You live in an inner-city slum in the south. You're a minority. You go to a ****** public school. You only have one parent at home, and they're just barely around because they're working two jobs to make ends meet. You have this talent: you play damn good football. It's your ticket out of this slum, and it's the only way you can afford to go to a "good school."
Except the only good schools you get scholarship offers from are Minnesota, Wisconsin and Colorado. You realize that your mom will never get to see you play in person, because she can't afford to get to any games, and the rules don't allow anyone to help her out. But you make that sacrifice to get to your dreams.
Then January rolls around, and you realize that it's really, really ****ing cold. Cold like you've never experienced in your life. The rules say that your team can't give you coats, hats, gloves, etc - and, unfortunately, there's no way you could afford to buy any on your own. And, by the way, you can't get a job on the side to earn some money to buy that stuff...
Now, throw in the fact that you made a mistake in high school and got your girlfriend pregnant.
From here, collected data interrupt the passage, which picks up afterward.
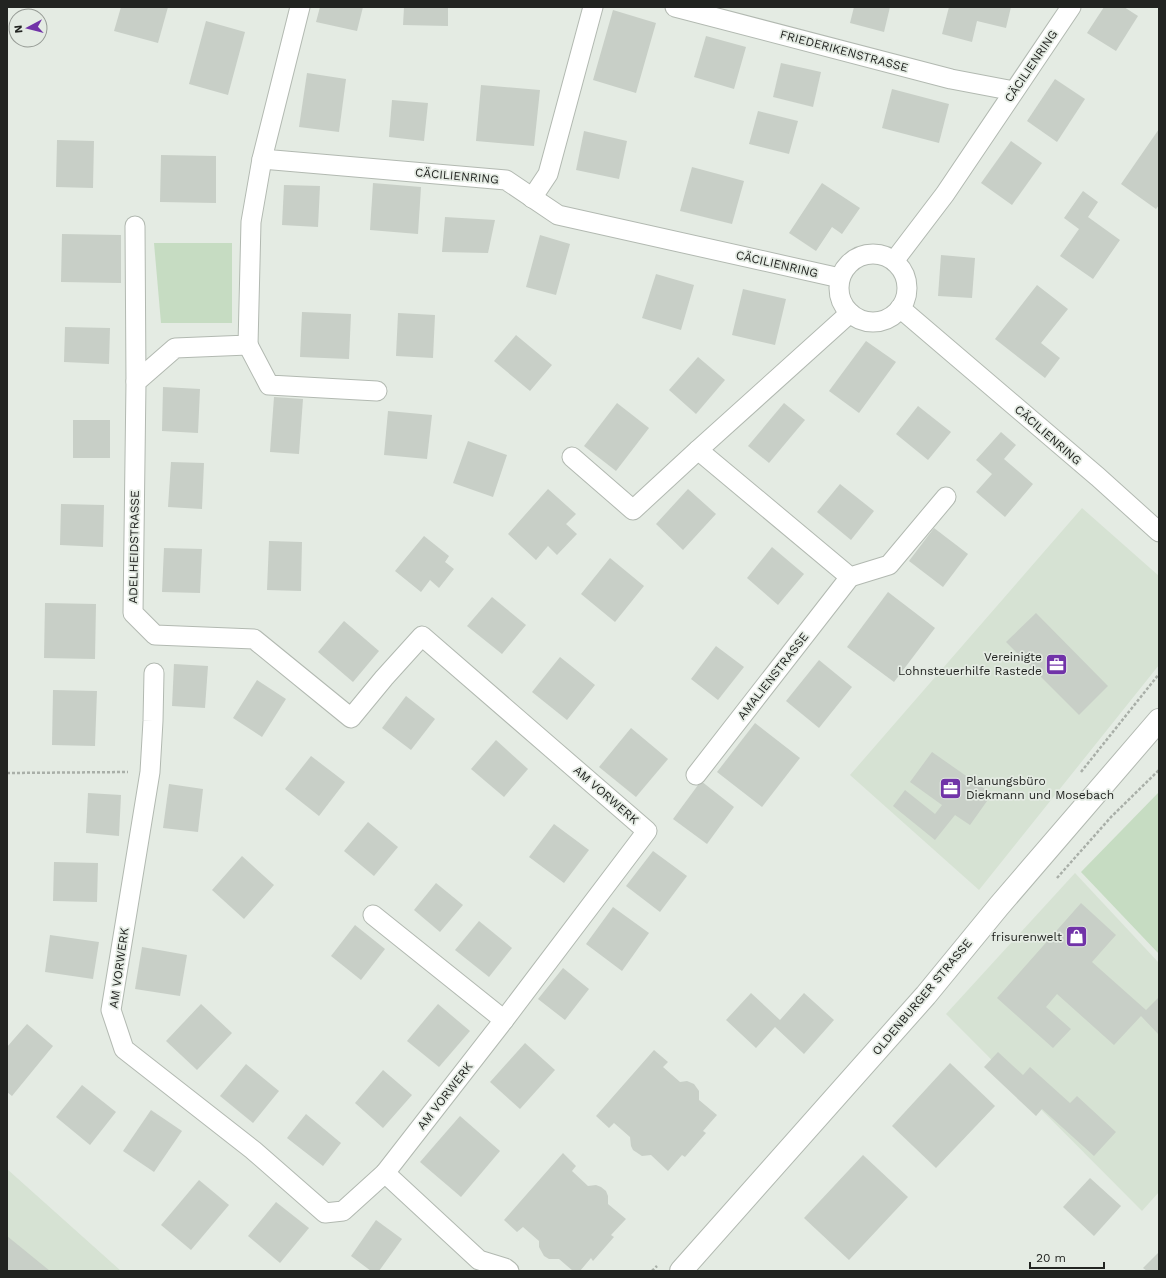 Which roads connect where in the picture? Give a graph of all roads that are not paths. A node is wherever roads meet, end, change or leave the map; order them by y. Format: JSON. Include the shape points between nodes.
{"nodes":[{"id":1,"x":300,"y":7,"type":"edge"},
{"id":2,"x":593,"y":7,"type":"edge"},
{"id":3,"x":675,"y":7,"type":"edge"},
{"id":4,"x":1071,"y":7,"type":"edge"},
{"id":5,"x":1014,"y":91,"type":"junction"},
{"id":6,"x":262,"y":159,"type":"junction"},
{"id":7,"x":532,"y":198,"type":"junction"},
{"id":8,"x":135,"y":226,"type":"dead end"},
{"id":9,"x":894,"y":261,"type":"junction"},
{"id":10,"x":840,"y":278,"type":"junction"},
{"id":11,"x":900,"y":308,"type":"junction"},
{"id":12,"x":850,"y":313,"type":"junction"},
{"id":13,"x":248,"y":346,"type":"junction"},
{"id":14,"x":136,"y":382,"type":"junction"},
{"id":15,"x":377,"y":391,"type":"dead end"},
{"id":16,"x":698,"y":450,"type":"junction"},
{"id":17,"x":572,"y":458,"type":"dead end"},
{"id":18,"x":946,"y":497,"type":"dead end"},
{"id":19,"x":1159,"y":532,"type":"edge"},
{"id":20,"x":850,"y":577,"type":"junction"},
{"id":21,"x":422,"y":636,"type":"joint"},
{"id":22,"x":154,"y":673,"type":"dead end"},
{"id":23,"x":1159,"y":720,"type":"edge"},
{"id":24,"x":696,"y":775,"type":"dead end"},
{"id":25,"x":373,"y":915,"type":"dead end"},
{"id":26,"x":504,"y":1020,"type":"junction"},
{"id":27,"x":385,"y":1173,"type":"junction"},
{"id":28,"x":509,"y":1271,"type":"edge"},
{"id":29,"x":681,"y":1271,"type":"edge"}],
"edges":[{"from":1,"to":6,"type":"street"},
{"from":2,"to":7,"type":"street","via":[[548,174]]},
{"from":3,"to":5,"type":"street","name":"FRIEDERIKENSTRASSE","via":[[951,79]]},
{"from":4,"to":5,"type":"street","name":"CÄCILIENRING"},
{"from":5,"to":9,"type":"street","name":"CÄCILIENRING","via":[[945,194]]},
{"from":6,"to":7,"type":"street","name":"CÄCILIENRING","via":[[506,180]]},
{"from":6,"to":13,"type":"street","via":[[251,222]]},
{"from":7,"to":10,"type":"street","name":"CÄCILIENRING","via":[[558,214]]},
{"from":8,"to":14,"type":"street","name":"ADELHEIDSTRASSE"},
{"from":9,"to":10,"type":"street","via":[[884,255],[862,255],[852,260]]},
{"from":9,"to":11,"type":"street","via":[[902,271],[906,284],[906,296]]},
{"from":10,"to":12,"type":"street","via":[[840,297]]},
{"from":11,"to":12,"type":"street","via":[[885,320],[876,322],[862,320]]},
{"from":11,"to":19,"type":"street","name":"CÄCILIENRING"},
{"from":12,"to":16,"type":"street"},
{"from":13,"to":14,"type":"street","via":[[175,348]]},
{"from":13,"to":15,"type":"street","via":[[269,385]]},
{"from":14,"to":21,"type":"street","name":"ADELHEIDSTRASSE","via":[[133,613],[155,635],[254,639],[351,718]]},
{"from":16,"to":17,"type":"street","via":[[633,510]]},
{"from":16,"to":20,"type":"street"},
{"from":18,"to":20,"type":"street","via":[[889,565]]},
{"from":20,"to":24,"type":"street","name":"AMALIENSTRASSE"},
{"from":21,"to":26,"type":"street","name":"AM VORWERK","via":[[648,831]]},
{"from":22,"to":27,"type":"street","name":"AM VORWERK","via":[[150,772],[110,1010],[124,1049],[253,1150],[325,1213],[343,1211]]},
{"from":23,"to":29,"type":"street","name":"OLDENBURGER STRASSE","via":[[1034,864],[926,995]]},
{"from":25,"to":26,"type":"street"},
{"from":26,"to":27,"type":"street","name":"AM VORWERK"},
{"from":27,"to":28,"type":"street","via":[[480,1260]]}]} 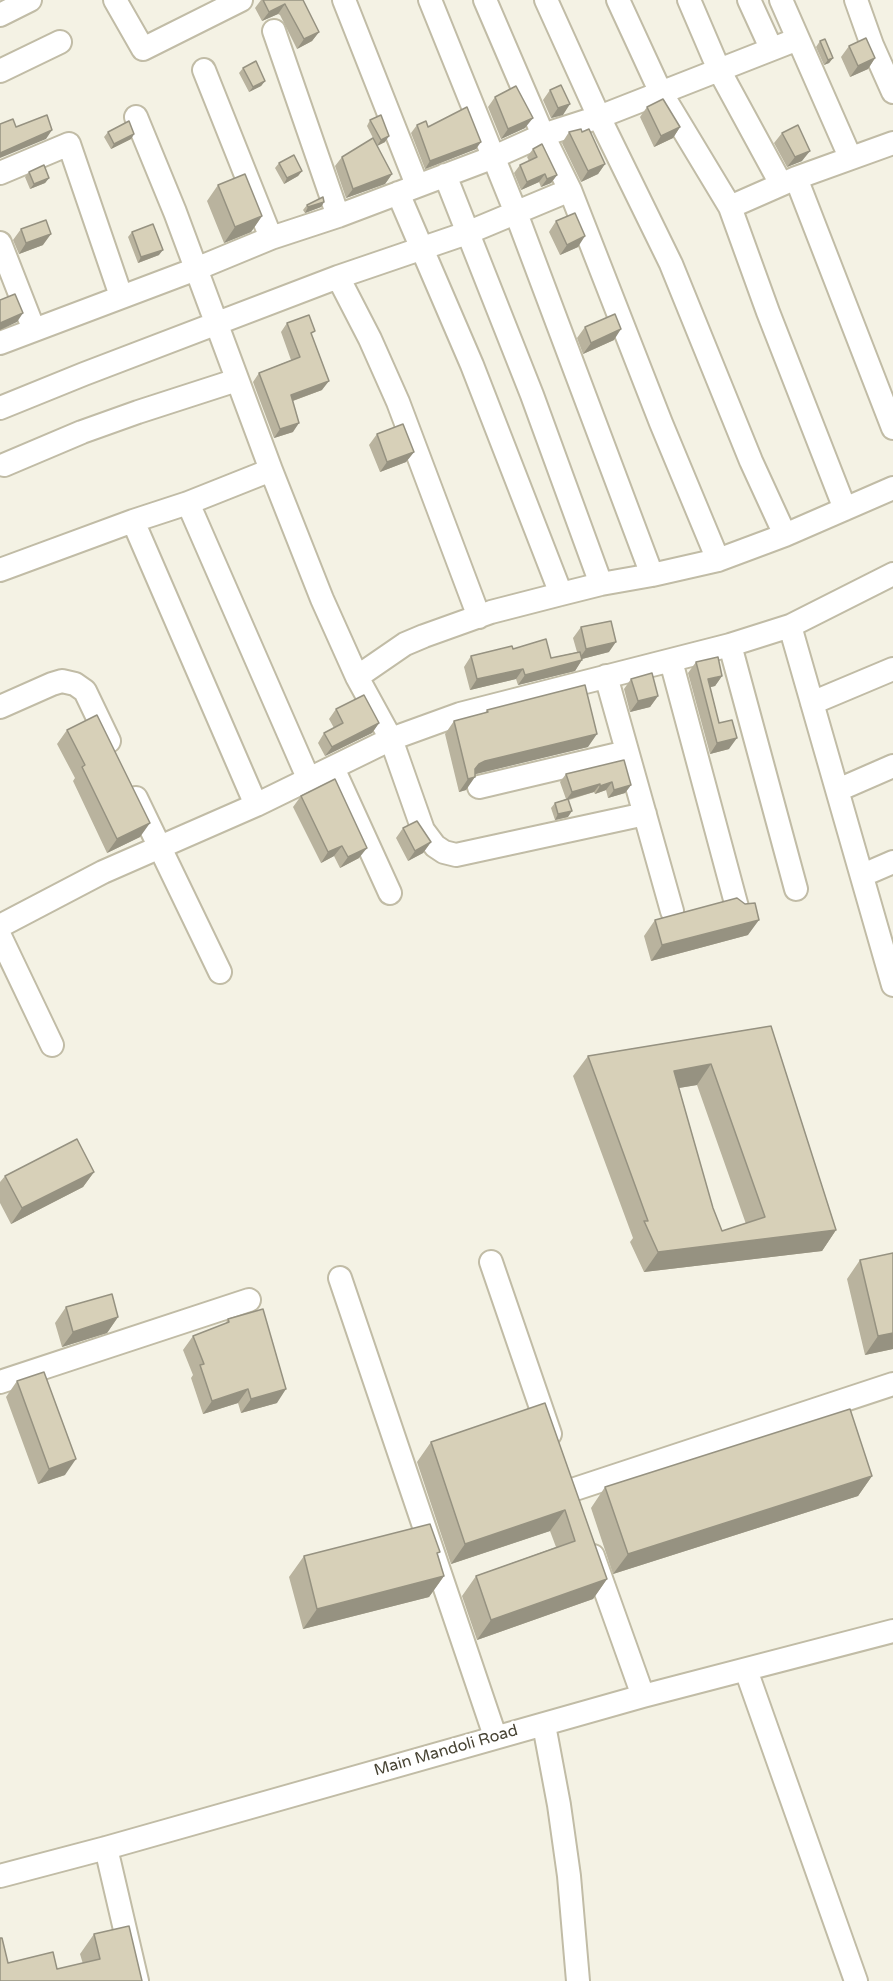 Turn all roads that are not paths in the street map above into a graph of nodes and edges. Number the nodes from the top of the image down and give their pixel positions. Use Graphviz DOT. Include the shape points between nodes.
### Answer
graph roads {
  1 [pos="30,0"];
  2 [pos="115,0"];
  3 [pos="241,0"];
  4 [pos="344,0"];
  5 [pos="430,0"];
  6 [pos="485,0"];
  7 [pos="546,0"];
  8 [pos="618,0"];
  9 [pos="688,0"];
  10 [pos="749,0"];
  11 [pos="781,0"];
  12 [pos="856,0"];
  13 [pos="0,15"];
  14 [pos="274,31"];
  15 [pos="798,39"];
  16 [pos="60,42"];
  17 [pos="771,48"];
  18 [pos="204,69"];
  19 [pos="0,70"];
  20 [pos="719,70"];
  21 [pos="660,91"];
  22 [pos="893,92"];
  23 [pos="136,117"];
  24 [pos="599,117"];
  25 [pos="543,135"];
  26 [pos="893,143"];
  27 [pos="494,157"];
  28 [pos="850,157"];
  29 [pos="0,173"];
  30 [pos="445,175"];
  31 [pos="789,181"];
  32 [pos="408,189"];
  33 [pos="570,190"];
  34 [pos="730,207"];
  35 [pos="516,213"];
  36 [pos="338,216"];
  37 [pos="467,233"];
  38 [pos="271,238"];
  39 [pos="0,243"];
  40 [pos="423,248"];
  41 [pos="196,269"];
  42 [pos="338,277"];
  43 [pos="122,296"];
  44 [pos="216,324"];
  45 [pos="34,330"];
  46 [pos="0,343"];
  47 [pos="237,380"];
  48 [pos="0,408"];
  49 [pos="893,428"];
  50 [pos="4,465"];
  51 [pos="271,470"];
  52 [pos="893,488"];
  53 [pos="188,503"];
  54 [pos="845,509"];
  55 [pos="133,521"];
  56 [pos="785,535"];
  57 [pos="718,560"];
  58 [pos="0,570"];
  59 [pos="893,574"];
  60 [pos="652,575"];
  61 [pos="602,584"];
  62 [pos="561,594"];
  63 [pos="479,617"];
  64 [pos="790,626"];
  65 [pos="730,645"];
  66 [pos="671,661"];
  67 [pos="893,669"];
  68 [pos="606,676"];
  69 [pos="357,677"];
  70 [pos="812,703"];
  71 [pos="0,707"];
  72 [pos="391,739"];
  73 [pos="627,752"];
  74 [pos="120,764"];
  75 [pos="893,766"];
  76 [pos="333,768"];
  77 [pos="309,780"];
  78 [pos="129,784"];
  79 [pos="479,787"];
  80 [pos="837,790"];
  81 [pos="256,805"];
  82 [pos="645,814"];
  83 [pos="159,847"];
  84 [pos="893,862"];
  85 [pos="863,875"];
  86 [pos="796,889"];
  87 [pos="390,893"];
  88 [pos="737,907"];
  89 [pos="672,911"];
  90 [pos="0,926"];
  91 [pos="0,936"];
  92 [pos="888,942"];
  93 [pos="220,972"];
  94 [pos="893,985"];
  95 [pos="52,1045"];
  96 [pos="491,1262"];
  97 [pos="340,1278"];
  98 [pos="249,1300"];
  99 [pos="0,1382"];
  100 [pos="893,1384"];
  101 [pos="569,1491"];
  102 [pos="577,1513"];
  103 [pos="585,1534"];
  104 [pos="893,1631"];
  105 [pos="746,1670"];
  106 [pos="643,1696"];
  107 [pos="544,1725"];
  108 [pos="495,1737"];
  109 [pos="106,1848"];
  110 [pos="0,1876"];
  111 [pos="137,1981"];
  112 [pos="578,1981"];
  113 [pos="856,1981"];
  1 -- 13 [label="street"];
  2 -- 3 [label="street" via="142,49"];
  4 -- 32 [label="street"];
  5 -- 27 [label="street"];
  6 -- 25 [label="street"];
  7 -- 24 [label="street"];
  8 -- 21 [label="street"];
  9 -- 20 [label="street"];
  10 -- 17 [label="street"];
  11 -- 15 [label="street"];
  12 -- 22 [label="street"];
  14 -- 36 [label="street"];
  15 -- 17 [label="street"];
  15 -- 28 [label="street"];
  16 -- 19 [label="street"];
  17 -- 20 [label="street"];
  18 -- 38 [label="street"];
  20 -- 21 [label="street"];
  20 -- 31 [label="street"];
  21 -- 24 [label="street"];
  21 -- 34 [label="street"];
  23 -- 41 [label="street"];
  24 -- 25 [label="street"];
  24 -- 56 [label="street" via="671,264"];
  25 -- 27 [label="street"];
  25 -- 33 [label="street"];
  26 -- 28 [label="street"];
  27 -- 30 [label="street"];
  27 -- 35 [label="street"];
  28 -- 31 [label="street"];
  29 -- 43 [label="street" via="69,144"];
  30 -- 32 [label="street"];
  30 -- 37 [label="street"];
  31 -- 34 [label="street"];
  31 -- 49 [label="street"];
  32 -- 36 [label="street"];
  32 -- 40 [label="street"];
  33 -- 35 [label="street"];
  33 -- 57 [label="street"];
  34 -- 54 [label="street"];
  35 -- 37 [label="street"];
  35 -- 60 [label="street"];
  36 -- 38 [label="street"];
  37 -- 40 [label="street"];
  37 -- 61 [label="street"];
  38 -- 41 [label="street"];
  39 -- 45 [label="street"];
  40 -- 42 [label="street"];
  40 -- 62 [label="street"];
  41 -- 43 [label="street"];
  41 -- 44 [label="street"];
  42 -- 44 [label="street"];
  42 -- 63 [label="street" via="398,402"];
  43 -- 45 [label="street"];
  44 -- 47 [label="street"];
  44 -- 48 [label="street"];
  45 -- 46 [label="street"];
  47 -- 50 [label="street" via="115,420"];
  47 -- 51 [label="street"];
  51 -- 53 [label="street"];
  51 -- 69 [label="street"];
  52 -- 54 [label="street"];
  53 -- 55 [label="street"];
  53 -- 77 [label="street"];
  54 -- 56 [label="street"];
  55 -- 58 [label="street"];
  55 -- 81 [label="street"];
  56 -- 57 [label="street"];
  57 -- 60 [label="street"];
  59 -- 64 [label="street"];
  60 -- 61 [label="street"];
  61 -- 62 [label="street"];
  62 -- 63 [label="street"];
  63 -- 69 [label="street" via="405,644"];
  64 -- 65 [label="street"];
  64 -- 70 [label="street"];
  65 -- 66 [label="street"];
  65 -- 86 [label="street"];
  66 -- 68 [label="street"];
  66 -- 88 [label="street"];
  67 -- 70 [label="street"];
  68 -- 72 [label="street" via="460,714"];
  68 -- 73 [label="street"];
  69 -- 72 [label="street"];
  70 -- 80 [label="street"];
  71 -- 74 [label="street" via="52,684 75,684 86,691"];
  72 -- 76 [label="street"];
  72 -- 82 [label="street" via="423,830 444,852 477,852"];
  73 -- 79 [label="street"];
  73 -- 82 [label="street"];
  75 -- 80 [label="street"];
  76 -- 77 [label="street"];
  76 -- 87 [label="street"];
  77 -- 81 [label="street"];
  78 -- 83 [label="street"];
  80 -- 85 [label="street"];
  81 -- 83 [label="street"];
  82 -- 89 [label="street"];
  83 -- 90 [label="street"];
  83 -- 93 [label="street"];
  84 -- 85 [label="street"];
  85 -- 92 [label="street"];
  91 -- 95 [label="street"];
  92 -- 94 [label="street"];
  96 -- 101 [label="street"];
  97 -- 108 [label="street"];
  98 -- 99 [label="street"];
  100 -- 101 [label="street"];
  101 -- 102 [label="street"];
  103 -- 106 [label="street"];
  104 -- 105 [label="street, Main Mandoli Road"];
  105 -- 106 [label="street, Main Mandoli Road"];
  105 -- 113 [label="street"];
  106 -- 107 [label="street, Main Mandoli Road"];
  107 -- 108 [label="street, Main Mandoli Road"];
  107 -- 112 [label="street" via="569,1876"];
  108 -- 109 [label="street, Main Mandoli Road"];
  109 -- 110 [label="street, Main Mandoli Road"];
  109 -- 111 [label="street"];
}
She's essentially abandoned the kid, and you're doing the right thing and trying your best to raise him. Sure, the school can provide room in family housing for you and put you on a campus meal plan, but that meal plan can't cover your kid, and if you want your child to have a winter coat and gloves, let alone good meals that don't have the word "ramen" in them, you're going to have to figure out a way to do it without taking on a part-time job or accepting help from anyone that can even remotely be connected to the university.
Situations like that are a reality. They aren't the "norm," but they are more common than most realize. The NCAA doesn't do "exceptions" to their policies, so they have to set policies that can encompass all situations, and right now, their policies **** over a lot of kids. They either have to open up the can-of-worms that is making exceptions for particular situations, or adjust their policies in other ways to solve.
If they start with men's non-revenue sports, I can't imagine it's a problem. Then an equal number of spots in women's sports, I suppose...
I admit I do not know how many men's non-revenue sports most places have.
I would assume that most are like CU - where the only men's non-revenue sports have a women's counterpart.